— TASK GOAL —
In the entries below, find the string "Haven" and return each line holding it.

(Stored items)
::::::::
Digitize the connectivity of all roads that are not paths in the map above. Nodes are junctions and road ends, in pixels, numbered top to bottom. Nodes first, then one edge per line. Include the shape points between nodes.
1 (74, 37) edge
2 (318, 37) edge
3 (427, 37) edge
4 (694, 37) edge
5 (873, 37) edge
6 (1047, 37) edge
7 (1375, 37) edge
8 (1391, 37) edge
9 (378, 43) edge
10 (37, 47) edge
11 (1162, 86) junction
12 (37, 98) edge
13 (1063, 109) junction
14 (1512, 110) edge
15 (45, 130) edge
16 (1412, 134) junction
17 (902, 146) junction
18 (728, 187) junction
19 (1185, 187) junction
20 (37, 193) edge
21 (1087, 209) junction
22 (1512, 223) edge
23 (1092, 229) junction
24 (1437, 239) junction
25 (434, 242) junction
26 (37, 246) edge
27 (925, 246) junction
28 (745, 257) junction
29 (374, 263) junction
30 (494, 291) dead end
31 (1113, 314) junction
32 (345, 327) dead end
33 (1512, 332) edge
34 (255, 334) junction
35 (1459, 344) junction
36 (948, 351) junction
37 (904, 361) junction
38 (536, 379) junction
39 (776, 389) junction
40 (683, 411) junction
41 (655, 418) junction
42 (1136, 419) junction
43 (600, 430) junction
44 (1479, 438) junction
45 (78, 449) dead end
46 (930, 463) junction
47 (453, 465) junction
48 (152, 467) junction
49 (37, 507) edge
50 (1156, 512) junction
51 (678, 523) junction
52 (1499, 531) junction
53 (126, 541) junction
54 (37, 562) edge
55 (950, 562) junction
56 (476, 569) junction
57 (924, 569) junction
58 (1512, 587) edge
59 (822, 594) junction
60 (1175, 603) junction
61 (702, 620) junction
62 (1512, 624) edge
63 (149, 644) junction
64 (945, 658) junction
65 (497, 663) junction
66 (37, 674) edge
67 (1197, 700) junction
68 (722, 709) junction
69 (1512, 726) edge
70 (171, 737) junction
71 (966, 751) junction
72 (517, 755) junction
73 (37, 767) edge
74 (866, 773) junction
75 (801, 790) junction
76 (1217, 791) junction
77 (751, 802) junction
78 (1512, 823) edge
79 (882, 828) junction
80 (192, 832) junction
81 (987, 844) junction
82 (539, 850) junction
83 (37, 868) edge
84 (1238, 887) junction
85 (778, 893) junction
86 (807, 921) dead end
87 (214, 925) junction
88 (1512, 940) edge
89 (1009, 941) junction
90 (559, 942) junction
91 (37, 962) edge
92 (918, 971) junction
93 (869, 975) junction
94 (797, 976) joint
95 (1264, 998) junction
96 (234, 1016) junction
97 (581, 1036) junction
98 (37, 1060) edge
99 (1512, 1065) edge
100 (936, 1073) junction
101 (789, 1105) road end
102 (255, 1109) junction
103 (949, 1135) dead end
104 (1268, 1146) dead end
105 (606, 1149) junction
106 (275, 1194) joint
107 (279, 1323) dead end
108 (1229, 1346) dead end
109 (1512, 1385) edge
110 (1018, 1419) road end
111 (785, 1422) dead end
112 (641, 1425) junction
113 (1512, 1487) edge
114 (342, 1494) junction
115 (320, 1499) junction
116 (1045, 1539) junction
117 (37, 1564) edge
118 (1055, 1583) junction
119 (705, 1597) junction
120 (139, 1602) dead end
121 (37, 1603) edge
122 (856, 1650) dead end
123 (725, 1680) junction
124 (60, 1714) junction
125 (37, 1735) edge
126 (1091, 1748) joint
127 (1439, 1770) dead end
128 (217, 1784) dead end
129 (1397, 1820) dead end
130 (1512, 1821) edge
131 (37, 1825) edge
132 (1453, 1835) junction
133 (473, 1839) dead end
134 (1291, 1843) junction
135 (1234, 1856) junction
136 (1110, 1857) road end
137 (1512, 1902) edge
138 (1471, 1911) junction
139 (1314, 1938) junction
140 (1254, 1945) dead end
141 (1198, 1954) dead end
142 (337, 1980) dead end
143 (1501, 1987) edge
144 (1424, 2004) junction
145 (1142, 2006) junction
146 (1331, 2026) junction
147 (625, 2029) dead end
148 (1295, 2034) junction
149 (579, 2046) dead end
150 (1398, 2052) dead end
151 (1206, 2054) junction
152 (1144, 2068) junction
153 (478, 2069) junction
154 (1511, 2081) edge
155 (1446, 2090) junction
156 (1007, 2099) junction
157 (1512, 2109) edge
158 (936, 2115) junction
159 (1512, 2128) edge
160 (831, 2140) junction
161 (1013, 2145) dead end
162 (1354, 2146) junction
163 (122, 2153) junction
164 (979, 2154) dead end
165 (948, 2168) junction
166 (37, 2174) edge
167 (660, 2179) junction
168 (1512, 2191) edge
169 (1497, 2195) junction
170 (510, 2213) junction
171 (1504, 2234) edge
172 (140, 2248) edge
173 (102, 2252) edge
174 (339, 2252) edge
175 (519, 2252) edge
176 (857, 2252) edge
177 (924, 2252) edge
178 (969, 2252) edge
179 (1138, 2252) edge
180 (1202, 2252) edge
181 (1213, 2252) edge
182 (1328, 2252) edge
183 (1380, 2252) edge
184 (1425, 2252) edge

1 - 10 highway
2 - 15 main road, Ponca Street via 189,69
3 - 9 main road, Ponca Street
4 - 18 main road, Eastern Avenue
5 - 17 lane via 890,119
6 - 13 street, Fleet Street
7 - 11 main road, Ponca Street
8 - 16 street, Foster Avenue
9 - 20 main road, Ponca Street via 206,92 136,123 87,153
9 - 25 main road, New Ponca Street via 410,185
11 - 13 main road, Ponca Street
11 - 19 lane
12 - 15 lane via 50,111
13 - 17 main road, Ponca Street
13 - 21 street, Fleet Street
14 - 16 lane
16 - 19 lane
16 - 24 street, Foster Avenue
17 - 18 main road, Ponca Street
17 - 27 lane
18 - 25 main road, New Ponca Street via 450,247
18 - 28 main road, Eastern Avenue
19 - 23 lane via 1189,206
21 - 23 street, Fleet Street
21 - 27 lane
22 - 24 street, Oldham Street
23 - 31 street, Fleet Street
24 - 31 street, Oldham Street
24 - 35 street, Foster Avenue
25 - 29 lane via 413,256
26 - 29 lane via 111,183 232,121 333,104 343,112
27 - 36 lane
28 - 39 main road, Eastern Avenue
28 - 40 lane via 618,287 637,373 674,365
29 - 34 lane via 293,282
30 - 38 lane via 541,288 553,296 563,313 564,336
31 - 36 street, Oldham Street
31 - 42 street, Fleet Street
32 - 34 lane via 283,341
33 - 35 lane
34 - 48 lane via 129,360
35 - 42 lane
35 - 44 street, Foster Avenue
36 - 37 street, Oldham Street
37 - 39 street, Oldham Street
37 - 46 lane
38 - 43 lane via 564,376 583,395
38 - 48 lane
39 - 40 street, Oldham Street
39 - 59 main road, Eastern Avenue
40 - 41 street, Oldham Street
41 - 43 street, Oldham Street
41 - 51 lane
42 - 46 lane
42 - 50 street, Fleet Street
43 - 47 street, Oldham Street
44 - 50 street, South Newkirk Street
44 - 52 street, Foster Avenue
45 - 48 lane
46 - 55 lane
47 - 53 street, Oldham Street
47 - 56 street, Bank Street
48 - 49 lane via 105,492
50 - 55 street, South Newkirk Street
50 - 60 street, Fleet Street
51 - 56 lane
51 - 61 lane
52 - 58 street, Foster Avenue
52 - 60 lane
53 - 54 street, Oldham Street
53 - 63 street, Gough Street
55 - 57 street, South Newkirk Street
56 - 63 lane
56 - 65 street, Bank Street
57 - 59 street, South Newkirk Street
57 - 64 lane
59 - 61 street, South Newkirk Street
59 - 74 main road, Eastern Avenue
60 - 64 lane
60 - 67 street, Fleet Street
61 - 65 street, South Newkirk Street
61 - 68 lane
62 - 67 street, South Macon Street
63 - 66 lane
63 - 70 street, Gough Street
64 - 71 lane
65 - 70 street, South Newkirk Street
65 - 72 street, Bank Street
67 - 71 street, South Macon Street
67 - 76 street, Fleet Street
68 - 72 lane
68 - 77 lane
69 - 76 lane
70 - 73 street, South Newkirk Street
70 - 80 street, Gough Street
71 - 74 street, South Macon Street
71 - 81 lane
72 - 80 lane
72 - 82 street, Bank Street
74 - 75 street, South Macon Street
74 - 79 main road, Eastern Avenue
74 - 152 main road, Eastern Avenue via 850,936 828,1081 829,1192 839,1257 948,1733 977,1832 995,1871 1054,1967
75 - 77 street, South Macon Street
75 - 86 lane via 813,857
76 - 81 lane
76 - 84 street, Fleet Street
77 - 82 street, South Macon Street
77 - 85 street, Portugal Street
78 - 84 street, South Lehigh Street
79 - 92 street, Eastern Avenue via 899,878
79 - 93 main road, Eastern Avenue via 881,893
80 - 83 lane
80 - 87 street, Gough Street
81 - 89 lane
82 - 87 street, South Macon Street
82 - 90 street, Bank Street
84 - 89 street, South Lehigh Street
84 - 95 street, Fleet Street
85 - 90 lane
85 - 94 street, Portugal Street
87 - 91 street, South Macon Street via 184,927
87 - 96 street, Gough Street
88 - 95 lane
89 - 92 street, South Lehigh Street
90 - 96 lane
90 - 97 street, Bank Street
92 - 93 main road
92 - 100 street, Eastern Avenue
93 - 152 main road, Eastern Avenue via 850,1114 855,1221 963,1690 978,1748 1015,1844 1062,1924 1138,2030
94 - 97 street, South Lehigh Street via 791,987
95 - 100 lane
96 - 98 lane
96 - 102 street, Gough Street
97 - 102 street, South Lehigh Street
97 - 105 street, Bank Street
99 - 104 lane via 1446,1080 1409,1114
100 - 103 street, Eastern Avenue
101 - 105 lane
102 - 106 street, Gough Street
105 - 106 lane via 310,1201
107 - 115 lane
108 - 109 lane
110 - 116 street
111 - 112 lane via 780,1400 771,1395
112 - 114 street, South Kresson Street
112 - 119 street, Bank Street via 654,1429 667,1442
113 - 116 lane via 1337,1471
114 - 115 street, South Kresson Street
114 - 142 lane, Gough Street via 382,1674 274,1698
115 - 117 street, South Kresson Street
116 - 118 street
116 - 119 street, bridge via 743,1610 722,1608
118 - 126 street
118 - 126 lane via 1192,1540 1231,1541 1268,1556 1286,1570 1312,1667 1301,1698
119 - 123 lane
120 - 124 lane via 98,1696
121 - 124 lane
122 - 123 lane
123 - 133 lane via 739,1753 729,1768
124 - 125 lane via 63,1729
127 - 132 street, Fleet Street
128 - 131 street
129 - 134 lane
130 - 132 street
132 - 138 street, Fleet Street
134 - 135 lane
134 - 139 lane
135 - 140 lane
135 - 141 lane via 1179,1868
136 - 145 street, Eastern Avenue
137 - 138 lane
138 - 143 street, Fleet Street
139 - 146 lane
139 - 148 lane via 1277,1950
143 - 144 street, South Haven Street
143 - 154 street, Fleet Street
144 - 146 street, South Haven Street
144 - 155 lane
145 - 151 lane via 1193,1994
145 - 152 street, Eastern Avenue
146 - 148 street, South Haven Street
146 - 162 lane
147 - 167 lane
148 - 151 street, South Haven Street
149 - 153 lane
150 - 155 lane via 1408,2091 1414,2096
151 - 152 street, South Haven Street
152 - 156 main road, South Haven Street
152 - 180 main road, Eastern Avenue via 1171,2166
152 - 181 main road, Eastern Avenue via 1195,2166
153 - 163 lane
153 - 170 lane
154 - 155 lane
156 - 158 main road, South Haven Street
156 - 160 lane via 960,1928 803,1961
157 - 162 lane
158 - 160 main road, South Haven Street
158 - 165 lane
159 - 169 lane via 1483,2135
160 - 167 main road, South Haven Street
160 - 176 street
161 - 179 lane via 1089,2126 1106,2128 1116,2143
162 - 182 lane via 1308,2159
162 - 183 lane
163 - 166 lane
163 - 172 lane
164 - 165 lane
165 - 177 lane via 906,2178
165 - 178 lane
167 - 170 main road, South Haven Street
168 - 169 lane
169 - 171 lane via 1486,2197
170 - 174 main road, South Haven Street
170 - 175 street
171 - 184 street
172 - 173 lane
::::::::
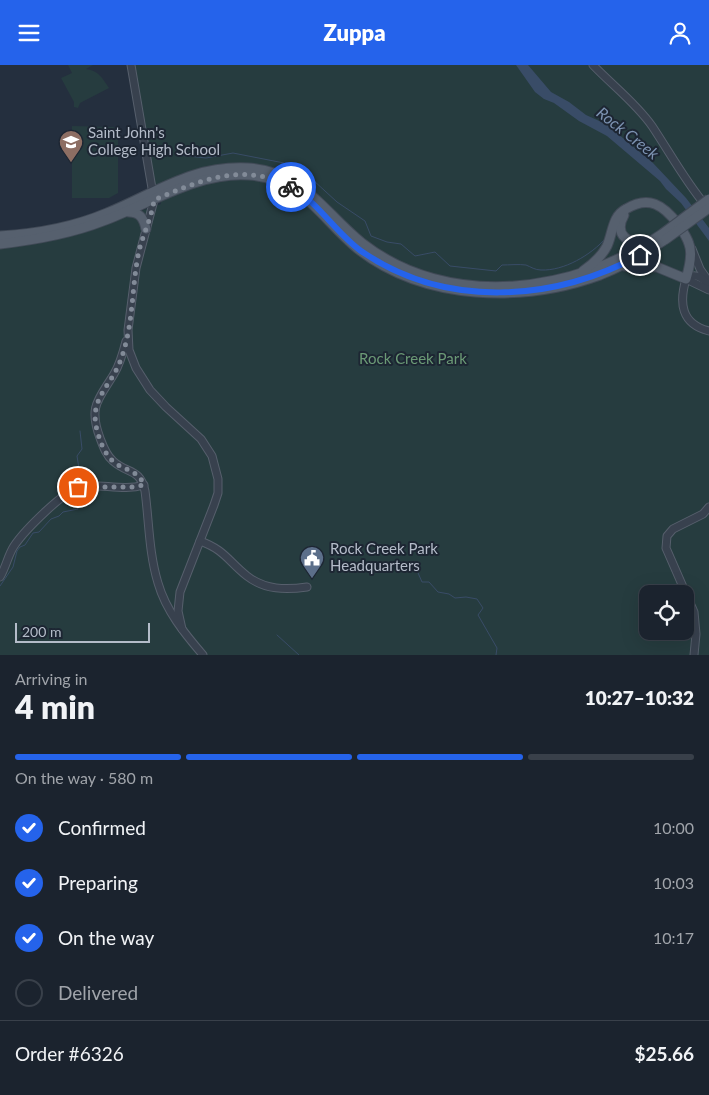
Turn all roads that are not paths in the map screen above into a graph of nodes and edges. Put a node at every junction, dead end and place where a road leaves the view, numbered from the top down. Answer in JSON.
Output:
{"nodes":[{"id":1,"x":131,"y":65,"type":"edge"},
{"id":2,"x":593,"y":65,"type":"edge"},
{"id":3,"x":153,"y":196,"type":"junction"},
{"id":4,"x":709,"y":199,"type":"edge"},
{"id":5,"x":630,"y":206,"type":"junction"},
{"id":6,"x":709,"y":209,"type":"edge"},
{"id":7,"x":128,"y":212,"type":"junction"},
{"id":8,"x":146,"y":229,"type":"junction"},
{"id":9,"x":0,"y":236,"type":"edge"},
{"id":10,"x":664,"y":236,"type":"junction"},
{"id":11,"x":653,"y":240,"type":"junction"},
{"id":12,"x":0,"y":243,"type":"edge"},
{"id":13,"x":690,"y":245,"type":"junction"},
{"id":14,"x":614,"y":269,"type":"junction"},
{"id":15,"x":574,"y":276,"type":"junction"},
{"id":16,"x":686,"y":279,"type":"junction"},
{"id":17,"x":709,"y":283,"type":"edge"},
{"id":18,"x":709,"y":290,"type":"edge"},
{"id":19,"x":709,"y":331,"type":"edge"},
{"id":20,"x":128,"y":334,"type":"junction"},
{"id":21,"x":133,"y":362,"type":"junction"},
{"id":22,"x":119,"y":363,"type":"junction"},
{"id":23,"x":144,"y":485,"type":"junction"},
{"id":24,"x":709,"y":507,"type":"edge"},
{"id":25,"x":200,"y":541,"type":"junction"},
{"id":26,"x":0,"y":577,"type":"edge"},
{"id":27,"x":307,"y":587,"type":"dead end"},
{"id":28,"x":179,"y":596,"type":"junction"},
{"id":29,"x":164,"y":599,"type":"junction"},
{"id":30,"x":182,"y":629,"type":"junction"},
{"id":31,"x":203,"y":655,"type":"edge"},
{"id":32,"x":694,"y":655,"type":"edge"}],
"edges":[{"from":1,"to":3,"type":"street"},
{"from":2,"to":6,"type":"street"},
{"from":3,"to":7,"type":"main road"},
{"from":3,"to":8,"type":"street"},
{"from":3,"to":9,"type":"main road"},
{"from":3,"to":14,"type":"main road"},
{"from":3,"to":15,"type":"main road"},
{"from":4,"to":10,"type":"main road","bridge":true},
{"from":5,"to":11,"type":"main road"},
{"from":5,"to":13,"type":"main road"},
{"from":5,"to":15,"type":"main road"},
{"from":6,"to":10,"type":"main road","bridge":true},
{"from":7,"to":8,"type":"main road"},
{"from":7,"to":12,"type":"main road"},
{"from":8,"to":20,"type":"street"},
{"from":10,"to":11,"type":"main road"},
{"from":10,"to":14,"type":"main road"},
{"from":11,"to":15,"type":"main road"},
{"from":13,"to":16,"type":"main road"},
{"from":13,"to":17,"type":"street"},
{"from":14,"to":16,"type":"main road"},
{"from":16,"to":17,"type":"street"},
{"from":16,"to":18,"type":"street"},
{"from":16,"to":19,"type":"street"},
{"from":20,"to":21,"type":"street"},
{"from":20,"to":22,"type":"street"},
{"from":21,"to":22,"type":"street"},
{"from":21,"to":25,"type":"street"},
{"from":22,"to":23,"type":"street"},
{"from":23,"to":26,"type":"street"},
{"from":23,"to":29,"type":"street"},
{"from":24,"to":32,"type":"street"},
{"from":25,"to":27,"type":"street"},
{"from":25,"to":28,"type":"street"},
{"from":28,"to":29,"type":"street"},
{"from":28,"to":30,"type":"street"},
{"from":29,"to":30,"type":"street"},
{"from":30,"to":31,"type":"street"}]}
::::::::
— RESPONSE BELOW —
143 - 144 street, South Haven Street
144 - 146 street, South Haven Street
146 - 148 street, South Haven Street
148 - 151 street, South Haven Street
151 - 152 street, South Haven Street
152 - 156 main road, South Haven Street
156 - 158 main road, South Haven Street
158 - 160 main road, South Haven Street
160 - 167 main road, South Haven Street
167 - 170 main road, South Haven Street
170 - 174 main road, South Haven Street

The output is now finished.